■ The problem: Take every entry below and copy it out word for word.

■ Data for the task:
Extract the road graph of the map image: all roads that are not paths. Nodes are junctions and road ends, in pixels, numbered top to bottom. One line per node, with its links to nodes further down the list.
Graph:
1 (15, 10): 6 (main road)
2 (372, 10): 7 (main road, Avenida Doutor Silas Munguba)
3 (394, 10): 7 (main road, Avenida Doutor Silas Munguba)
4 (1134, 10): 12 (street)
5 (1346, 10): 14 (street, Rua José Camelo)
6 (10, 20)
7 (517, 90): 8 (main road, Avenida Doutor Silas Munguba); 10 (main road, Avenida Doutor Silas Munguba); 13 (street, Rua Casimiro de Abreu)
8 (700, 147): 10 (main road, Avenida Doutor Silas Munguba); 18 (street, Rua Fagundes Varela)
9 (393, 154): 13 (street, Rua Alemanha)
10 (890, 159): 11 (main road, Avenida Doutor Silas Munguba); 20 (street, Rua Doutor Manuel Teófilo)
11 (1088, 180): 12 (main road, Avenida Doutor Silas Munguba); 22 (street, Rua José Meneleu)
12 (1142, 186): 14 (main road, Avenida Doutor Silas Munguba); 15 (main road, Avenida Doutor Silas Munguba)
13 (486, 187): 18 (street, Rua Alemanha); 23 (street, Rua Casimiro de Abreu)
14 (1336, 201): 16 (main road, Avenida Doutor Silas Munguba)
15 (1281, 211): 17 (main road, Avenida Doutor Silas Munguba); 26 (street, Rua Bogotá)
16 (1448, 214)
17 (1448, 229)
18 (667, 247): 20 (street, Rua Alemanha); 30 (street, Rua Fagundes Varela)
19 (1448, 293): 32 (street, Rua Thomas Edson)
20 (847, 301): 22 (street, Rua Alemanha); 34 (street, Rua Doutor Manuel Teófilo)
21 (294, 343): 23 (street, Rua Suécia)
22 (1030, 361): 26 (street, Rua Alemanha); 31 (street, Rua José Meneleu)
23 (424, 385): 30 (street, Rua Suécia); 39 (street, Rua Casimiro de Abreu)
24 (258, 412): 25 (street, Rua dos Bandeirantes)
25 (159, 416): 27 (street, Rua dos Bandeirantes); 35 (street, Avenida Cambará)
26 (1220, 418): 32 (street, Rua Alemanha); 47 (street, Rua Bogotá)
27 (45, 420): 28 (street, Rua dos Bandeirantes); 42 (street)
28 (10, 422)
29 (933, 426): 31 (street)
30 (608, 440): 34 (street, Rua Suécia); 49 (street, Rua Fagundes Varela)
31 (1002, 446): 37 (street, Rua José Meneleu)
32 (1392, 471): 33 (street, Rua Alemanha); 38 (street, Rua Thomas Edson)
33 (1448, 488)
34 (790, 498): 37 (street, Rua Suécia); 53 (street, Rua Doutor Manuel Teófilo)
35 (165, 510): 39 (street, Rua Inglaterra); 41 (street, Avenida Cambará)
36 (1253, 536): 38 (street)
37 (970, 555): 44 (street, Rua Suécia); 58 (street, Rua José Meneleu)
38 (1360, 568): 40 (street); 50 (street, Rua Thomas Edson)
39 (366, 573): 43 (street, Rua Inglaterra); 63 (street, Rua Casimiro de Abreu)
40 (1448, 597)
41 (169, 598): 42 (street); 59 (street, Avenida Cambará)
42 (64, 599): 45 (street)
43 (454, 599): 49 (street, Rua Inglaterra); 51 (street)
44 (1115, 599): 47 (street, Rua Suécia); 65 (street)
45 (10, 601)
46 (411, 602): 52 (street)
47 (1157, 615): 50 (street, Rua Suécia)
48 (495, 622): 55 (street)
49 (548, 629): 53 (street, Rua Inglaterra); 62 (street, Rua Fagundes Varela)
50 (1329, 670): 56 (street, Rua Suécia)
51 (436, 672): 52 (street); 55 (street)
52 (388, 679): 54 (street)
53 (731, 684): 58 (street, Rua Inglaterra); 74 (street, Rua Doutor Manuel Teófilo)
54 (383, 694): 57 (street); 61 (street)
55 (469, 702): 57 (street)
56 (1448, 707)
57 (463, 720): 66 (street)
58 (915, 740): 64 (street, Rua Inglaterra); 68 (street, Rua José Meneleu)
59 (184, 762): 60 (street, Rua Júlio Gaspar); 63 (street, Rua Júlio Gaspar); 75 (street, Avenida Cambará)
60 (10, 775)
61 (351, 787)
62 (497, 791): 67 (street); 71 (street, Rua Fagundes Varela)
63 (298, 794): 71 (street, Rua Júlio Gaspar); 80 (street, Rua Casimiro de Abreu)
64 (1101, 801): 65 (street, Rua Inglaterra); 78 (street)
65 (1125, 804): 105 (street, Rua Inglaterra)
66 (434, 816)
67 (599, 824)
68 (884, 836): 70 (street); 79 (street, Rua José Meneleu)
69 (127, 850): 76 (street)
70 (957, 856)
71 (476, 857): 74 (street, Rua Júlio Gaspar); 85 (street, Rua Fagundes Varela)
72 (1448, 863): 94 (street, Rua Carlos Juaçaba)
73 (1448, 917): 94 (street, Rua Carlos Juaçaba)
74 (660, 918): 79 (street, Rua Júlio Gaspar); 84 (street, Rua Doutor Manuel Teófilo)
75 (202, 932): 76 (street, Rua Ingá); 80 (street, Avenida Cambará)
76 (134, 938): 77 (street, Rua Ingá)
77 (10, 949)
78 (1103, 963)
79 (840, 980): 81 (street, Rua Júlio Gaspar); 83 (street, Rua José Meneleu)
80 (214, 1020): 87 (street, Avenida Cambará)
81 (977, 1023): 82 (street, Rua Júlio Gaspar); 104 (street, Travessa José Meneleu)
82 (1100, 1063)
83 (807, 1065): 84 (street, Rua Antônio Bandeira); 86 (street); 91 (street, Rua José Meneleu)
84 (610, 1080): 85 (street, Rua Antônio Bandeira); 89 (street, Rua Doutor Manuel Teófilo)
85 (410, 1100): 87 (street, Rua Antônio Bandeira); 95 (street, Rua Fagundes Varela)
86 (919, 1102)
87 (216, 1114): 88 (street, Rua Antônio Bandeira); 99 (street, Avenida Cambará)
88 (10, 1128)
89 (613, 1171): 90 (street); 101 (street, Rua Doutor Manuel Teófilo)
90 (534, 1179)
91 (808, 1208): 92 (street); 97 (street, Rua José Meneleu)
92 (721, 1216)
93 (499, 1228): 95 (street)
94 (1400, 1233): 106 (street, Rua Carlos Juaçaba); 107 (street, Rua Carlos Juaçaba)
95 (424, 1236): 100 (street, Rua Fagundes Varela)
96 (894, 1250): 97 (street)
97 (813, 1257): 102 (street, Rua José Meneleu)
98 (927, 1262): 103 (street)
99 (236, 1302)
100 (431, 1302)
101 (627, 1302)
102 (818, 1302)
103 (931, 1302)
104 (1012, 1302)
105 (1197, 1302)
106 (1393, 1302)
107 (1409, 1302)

■ Written reply:
Extract the road graph of the map image: all roads that are not paths. Nodes are junctions and road ends, in pixels, numbered top to bottom. One line per node, with its links to nodes further down the list.
Graph:
1 (15, 10): 6 (main road)
2 (372, 10): 7 (main road, Avenida Doutor Silas Munguba)
3 (394, 10): 7 (main road, Avenida Doutor Silas Munguba)
4 (1134, 10): 12 (street)
5 (1346, 10): 14 (street, Rua José Camelo)
6 (10, 20)
7 (517, 90): 8 (main road, Avenida Doutor Silas Munguba); 10 (main road, Avenida Doutor Silas Munguba); 13 (street, Rua Casimiro de Abreu)
8 (700, 147): 10 (main road, Avenida Doutor Silas Munguba); 18 (street, Rua Fagundes Varela)
9 (393, 154): 13 (street, Rua Alemanha)
10 (890, 159): 11 (main road, Avenida Doutor Silas Munguba); 20 (street, Rua Doutor Manuel Teófilo)
11 (1088, 180): 12 (main road, Avenida Doutor Silas Munguba); 22 (street, Rua José Meneleu)
12 (1142, 186): 14 (main road, Avenida Doutor Silas Munguba); 15 (main road, Avenida Doutor Silas Munguba)
13 (486, 187): 18 (street, Rua Alemanha); 23 (street, Rua Casimiro de Abreu)
14 (1336, 201): 16 (main road, Avenida Doutor Silas Munguba)
15 (1281, 211): 17 (main road, Avenida Doutor Silas Munguba); 26 (street, Rua Bogotá)
16 (1448, 214)
17 (1448, 229)
18 (667, 247): 20 (street, Rua Alemanha); 30 (street, Rua Fagundes Varela)
19 (1448, 293): 32 (street, Rua Thomas Edson)
20 (847, 301): 22 (street, Rua Alemanha); 34 (street, Rua Doutor Manuel Teófilo)
21 (294, 343): 23 (street, Rua Suécia)
22 (1030, 361): 26 (street, Rua Alemanha); 31 (street, Rua José Meneleu)
23 (424, 385): 30 (street, Rua Suécia); 39 (street, Rua Casimiro de Abreu)
24 (258, 412): 25 (street, Rua dos Bandeirantes)
25 (159, 416): 27 (street, Rua dos Bandeirantes); 35 (street, Avenida Cambará)
26 (1220, 418): 32 (street, Rua Alemanha); 47 (street, Rua Bogotá)
27 (45, 420): 28 (street, Rua dos Bandeirantes); 42 (street)
28 (10, 422)
29 (933, 426): 31 (street)
30 (608, 440): 34 (street, Rua Suécia); 49 (street, Rua Fagundes Varela)
31 (1002, 446): 37 (street, Rua José Meneleu)
32 (1392, 471): 33 (street, Rua Alemanha); 38 (street, Rua Thomas Edson)
33 (1448, 488)
34 (790, 498): 37 (street, Rua Suécia); 53 (street, Rua Doutor Manuel Teófilo)
35 (165, 510): 39 (street, Rua Inglaterra); 41 (street, Avenida Cambará)
36 (1253, 536): 38 (street)
37 (970, 555): 44 (street, Rua Suécia); 58 (street, Rua José Meneleu)
38 (1360, 568): 40 (street); 50 (street, Rua Thomas Edson)
39 (366, 573): 43 (street, Rua Inglaterra); 63 (street, Rua Casimiro de Abreu)
40 (1448, 597)
41 (169, 598): 42 (street); 59 (street, Avenida Cambará)
42 (64, 599): 45 (street)
43 (454, 599): 49 (street, Rua Inglaterra); 51 (street)
44 (1115, 599): 47 (street, Rua Suécia); 65 (street)
45 (10, 601)
46 (411, 602): 52 (street)
47 (1157, 615): 50 (street, Rua Suécia)
48 (495, 622): 55 (street)
49 (548, 629): 53 (street, Rua Inglaterra); 62 (street, Rua Fagundes Varela)
50 (1329, 670): 56 (street, Rua Suécia)
51 (436, 672): 52 (street); 55 (street)
52 (388, 679): 54 (street)
53 (731, 684): 58 (street, Rua Inglaterra); 74 (street, Rua Doutor Manuel Teófilo)
54 (383, 694): 57 (street); 61 (street)
55 (469, 702): 57 (street)
56 (1448, 707)
57 (463, 720): 66 (street)
58 (915, 740): 64 (street, Rua Inglaterra); 68 (street, Rua José Meneleu)
59 (184, 762): 60 (street, Rua Júlio Gaspar); 63 (street, Rua Júlio Gaspar); 75 (street, Avenida Cambará)
60 (10, 775)
61 (351, 787)
62 (497, 791): 67 (street); 71 (street, Rua Fagundes Varela)
63 (298, 794): 71 (street, Rua Júlio Gaspar); 80 (street, Rua Casimiro de Abreu)
64 (1101, 801): 65 (street, Rua Inglaterra); 78 (street)
65 (1125, 804): 105 (street, Rua Inglaterra)
66 (434, 816)
67 (599, 824)
68 (884, 836): 70 (street); 79 (street, Rua José Meneleu)
69 (127, 850): 76 (street)
70 (957, 856)
71 (476, 857): 74 (street, Rua Júlio Gaspar); 85 (street, Rua Fagundes Varela)
72 (1448, 863): 94 (street, Rua Carlos Juaçaba)
73 (1448, 917): 94 (street, Rua Carlos Juaçaba)
74 (660, 918): 79 (street, Rua Júlio Gaspar); 84 (street, Rua Doutor Manuel Teófilo)
75 (202, 932): 76 (street, Rua Ingá); 80 (street, Avenida Cambará)
76 (134, 938): 77 (street, Rua Ingá)
77 (10, 949)
78 (1103, 963)
79 (840, 980): 81 (street, Rua Júlio Gaspar); 83 (street, Rua José Meneleu)
80 (214, 1020): 87 (street, Avenida Cambará)
81 (977, 1023): 82 (street, Rua Júlio Gaspar); 104 (street, Travessa José Meneleu)
82 (1100, 1063)
83 (807, 1065): 84 (street, Rua Antônio Bandeira); 86 (street); 91 (street, Rua José Meneleu)
84 (610, 1080): 85 (street, Rua Antônio Bandeira); 89 (street, Rua Doutor Manuel Teófilo)
85 (410, 1100): 87 (street, Rua Antônio Bandeira); 95 (street, Rua Fagundes Varela)
86 (919, 1102)
87 (216, 1114): 88 (street, Rua Antônio Bandeira); 99 (street, Avenida Cambará)
88 (10, 1128)
89 (613, 1171): 90 (street); 101 (street, Rua Doutor Manuel Teófilo)
90 (534, 1179)
91 (808, 1208): 92 (street); 97 (street, Rua José Meneleu)
92 (721, 1216)
93 (499, 1228): 95 (street)
94 (1400, 1233): 106 (street, Rua Carlos Juaçaba); 107 (street, Rua Carlos Juaçaba)
95 (424, 1236): 100 (street, Rua Fagundes Varela)
96 (894, 1250): 97 (street)
97 (813, 1257): 102 (street, Rua José Meneleu)
98 (927, 1262): 103 (street)
99 (236, 1302)
100 (431, 1302)
101 (627, 1302)
102 (818, 1302)
103 (931, 1302)
104 (1012, 1302)
105 (1197, 1302)
106 (1393, 1302)
107 (1409, 1302)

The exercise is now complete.